**The data**
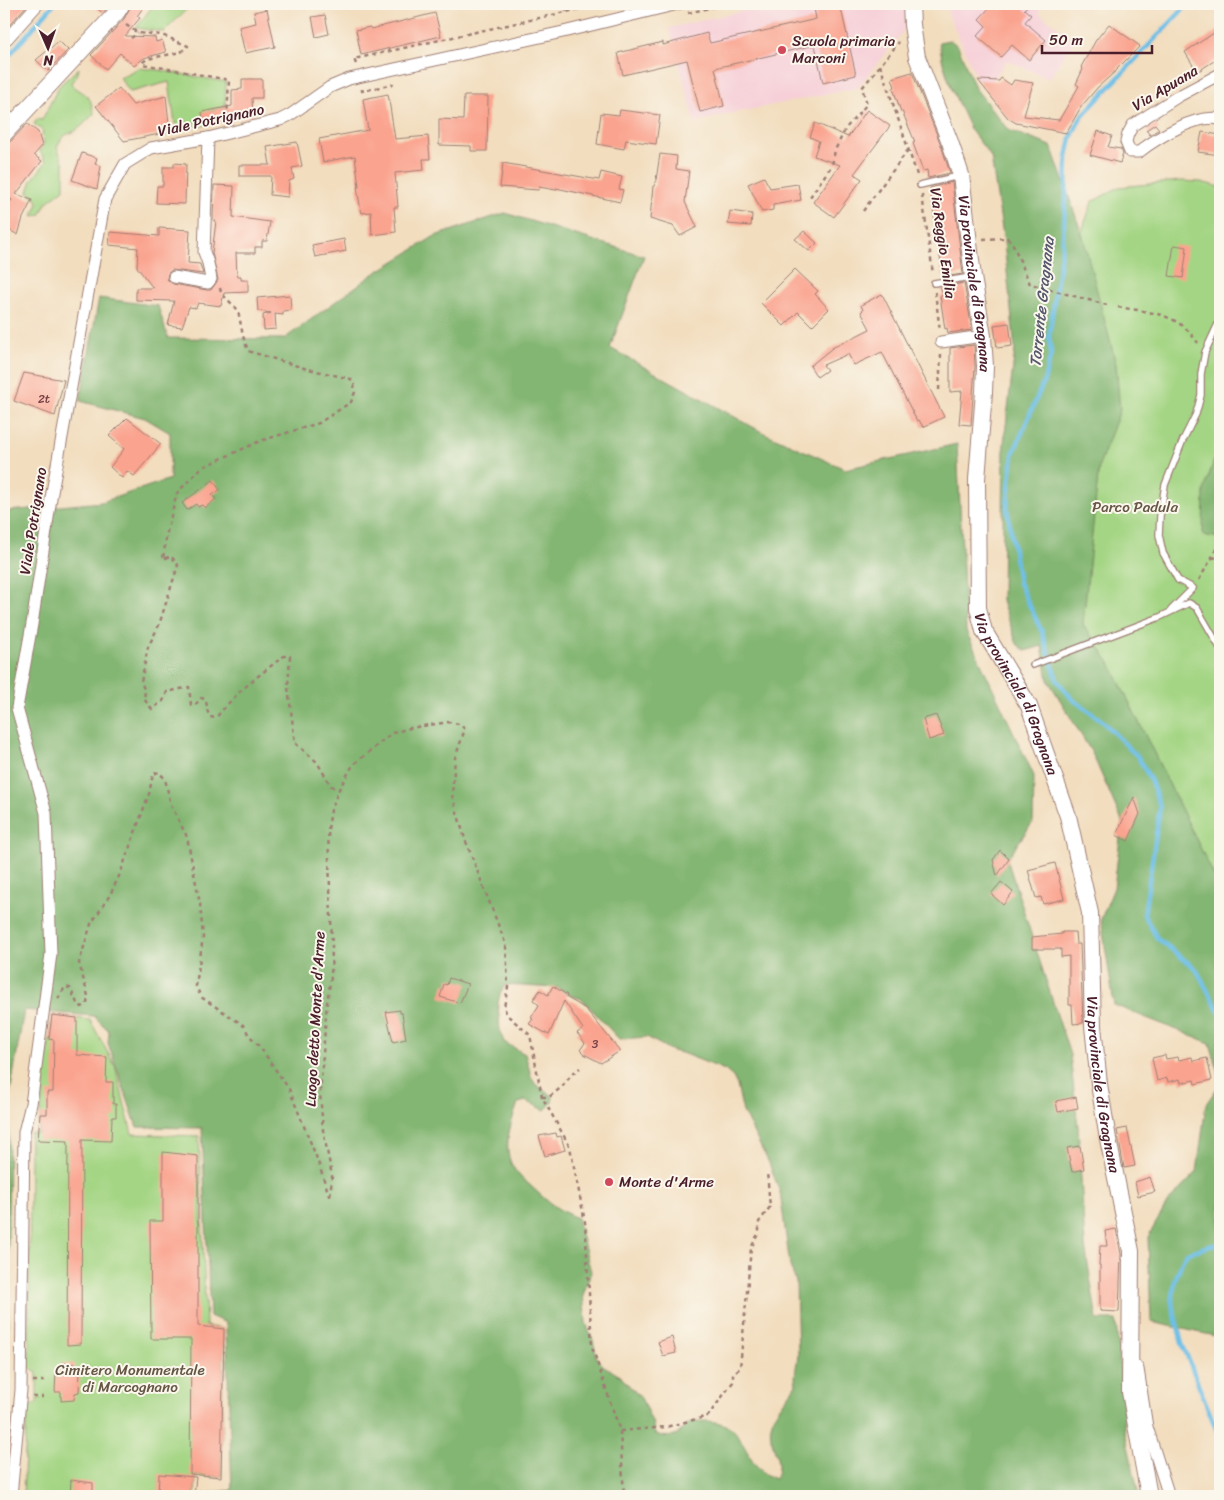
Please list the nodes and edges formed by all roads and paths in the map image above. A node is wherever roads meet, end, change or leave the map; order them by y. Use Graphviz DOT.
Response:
graph roads {
  1 [pos="38,4"];
  2 [pos="562,4"];
  3 [pos="678,4"];
  4 [pos="911,4"];
  5 [pos="918,4"];
  6 [pos="118,10"];
  7 [pos="566,12"];
  8 [pos="908,31"];
  9 [pos="138,33"];
  10 [pos="131,38"];
  11 [pos="4,42"];
  12 [pos="880,65"];
  13 [pos="1220,74"];
  14 [pos="1220,119"];
  15 [pos="226,124"];
  16 [pos="4,134"];
  17 [pos="208,138"];
  18 [pos="908,150"];
  19 [pos="961,175"];
  20 [pos="920,185"];
  21 [pos="810,197"];
  22 [pos="862,211"];
  23 [pos="969,242"];
  24 [pos="174,277"];
  25 [pos="973,277"];
  26 [pos="211,280"];
  27 [pos="934,283"];
  28 [pos="1107,305"];
  29 [pos="1118,307"];
  30 [pos="1220,320"];
  31 [pos="982,336"];
  32 [pos="942,342"];
  33 [pos="1205,352"];
  34 [pos="940,390"];
  35 [pos="1220,534"];
  36 [pos="1220,557"];
  37 [pos="1212,558"];
  38 [pos="1193,588"];
  39 [pos="1171,610"];
  40 [pos="1220,648"];
  41 [pos="1033,665"];
  42 [pos="340,789"];
  43 [pos="44,1014"];
  44 [pos="580,1068"];
  45 [pos="542,1096"];
  46 [pos="767,1172"];
  47 [pos="1130,1364"];
  48 [pos="620,1431"];
  49 [pos="11,1496"];
  50 [pos="624,1496"];
  51 [pos="1149,1496"];
  52 [pos="1169,1496"];
  1 -- 11 [label="street"];
  2 -- 7 [label="path"];
  3 -- 17 [label="street, Viale Potrignano"];
  4 -- 8 [label="main road, Via provinciale di Gragnana"];
  5 -- 8 [label="main road"];
  6 -- 9 [label="path"];
  6 -- 16 [label="main road"];
  8 -- 12 [label="path"];
  8 -- 19 [label="main road, Via provinciale di Gragnana"];
  9 -- 10 [label="path"];
  9 -- 15 [label="path"];
  12 -- 18 [label="path, Via Reggio Emilia"];
  12 -- 21 [label="path"];
  13 -- 14 [label="street, Via Apuana"];
  17 -- 26 [label="street"];
  17 -- 43 [label="street, Viale Potrignano"];
  18 -- 20 [label="path, Via Reggio Emilia"];
  18 -- 22 [label="path"];
  19 -- 20 [label="lane"];
  19 -- 23 [label="main road, Via provinciale di Gragnana"];
  20 -- 27 [label="path, Via Reggio Emilia"];
  23 -- 25 [label="main road, Via provinciale di Gragnana"];
  23 -- 28 [label="path"];
  24 -- 26 [label="street"];
  25 -- 27 [label="lane"];
  25 -- 31 [label="main road, Via provinciale di Gragnana"];
  26 -- 42 [label="path"];
  27 -- 32 [label="path, Via Reggio Emilia"];
  29 -- 33 [label="path"];
  30 -- 33 [label="lane"];
  31 -- 32 [label="street"];
  31 -- 47 [label="main road, Via provinciale di Gragnana"];
  32 -- 34 [label="path, Via Reggio Emilia"];
  33 -- 38 [label="lane"];
  35 -- 37 [label="path"];
  36 -- 37 [label="path"];
  37 -- 38 [label="path"];
  38 -- 39 [label="lane"];
  39 -- 40 [label="lane"];
  39 -- 41 [label="lane"];
  42 -- 43 [label="path, Luogo detto Monte d'Arme"];
  42 -- 45 [label="path"];
  43 -- 49 [label="street, Viale Potrignano"];
  44 -- 45 [label="path"];
  45 -- 48 [label="path"];
  46 -- 48 [label="path"];
  47 -- 51 [label="main road, Via provinciale di Gragnana"];
  47 -- 52 [label="street, Via provinciale di Gragnana"];
  48 -- 50 [label="path"];
}
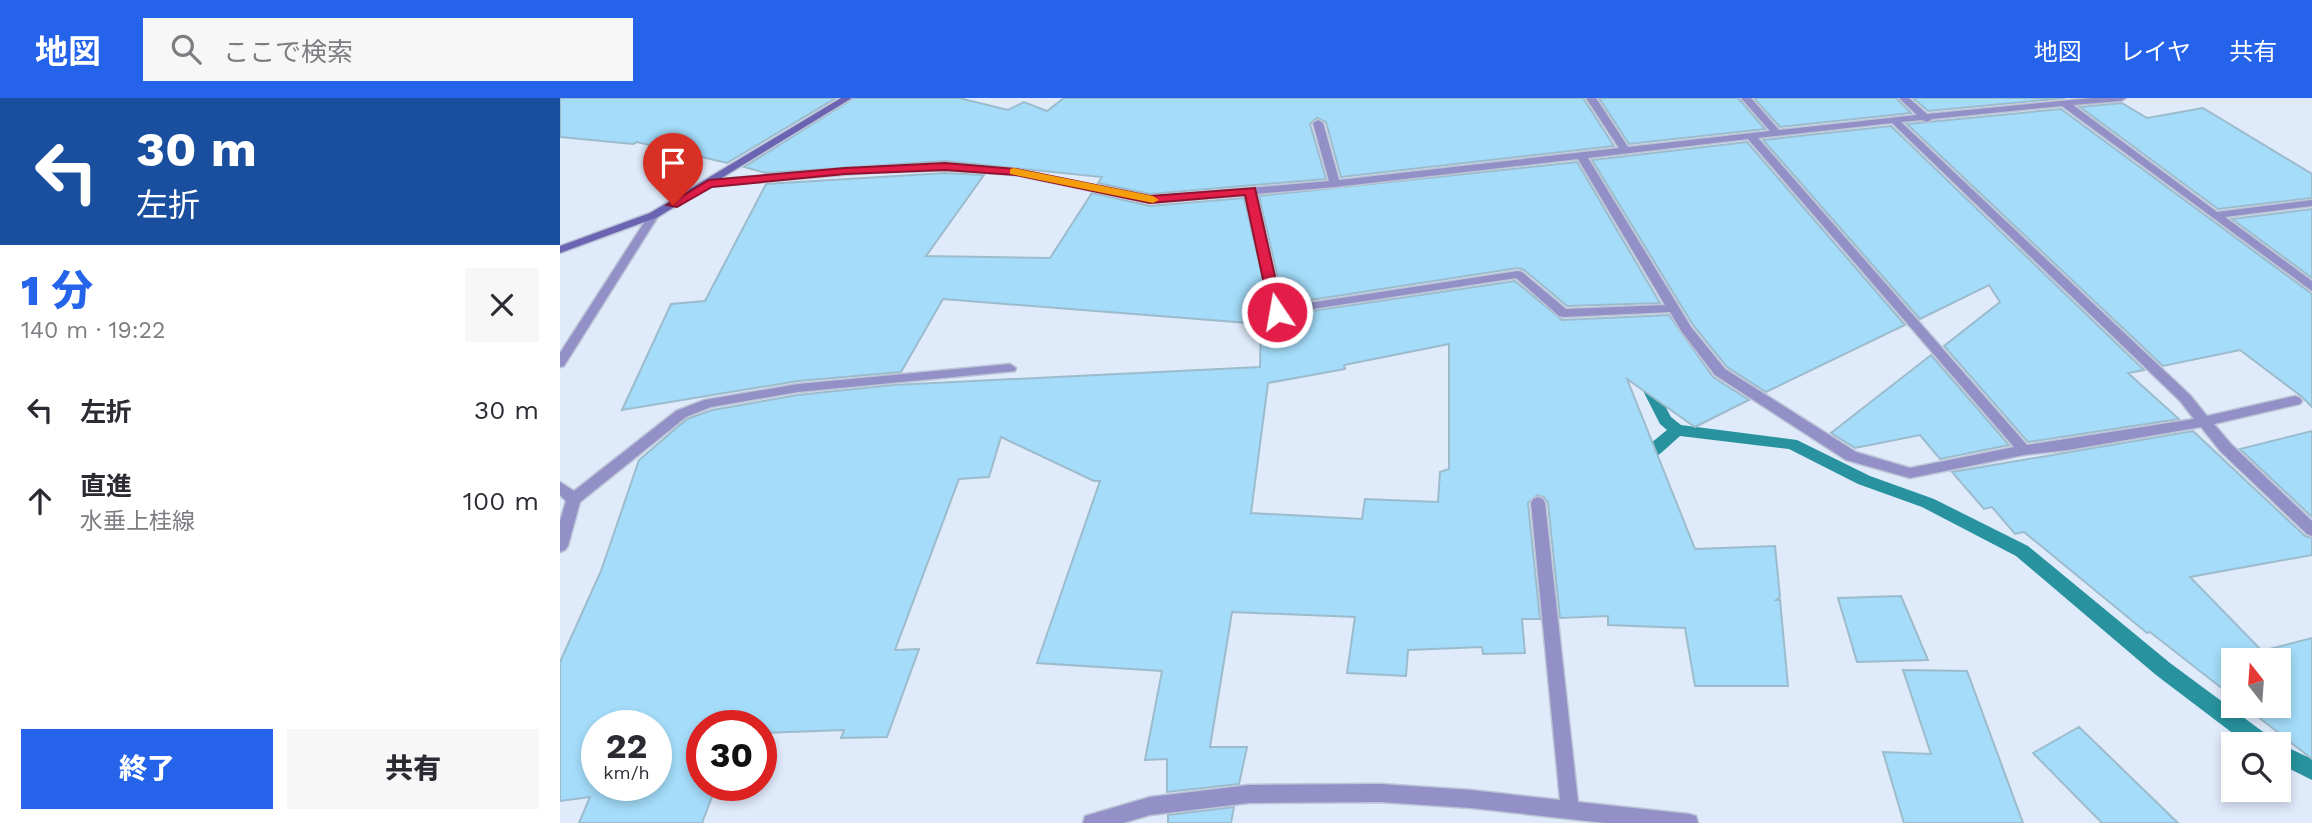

**Exercise objective**
Scan the lines above for the word "Reggio". Return each one that has it.

**Answer below**
  12 -- 18 [label="path, Via Reggio Emilia"];
  18 -- 20 [label="path, Via Reggio Emilia"];
  20 -- 27 [label="path, Via Reggio Emilia"];
  27 -- 32 [label="path, Via Reggio Emilia"];
  32 -- 34 [label="path, Via Reggio Emilia"];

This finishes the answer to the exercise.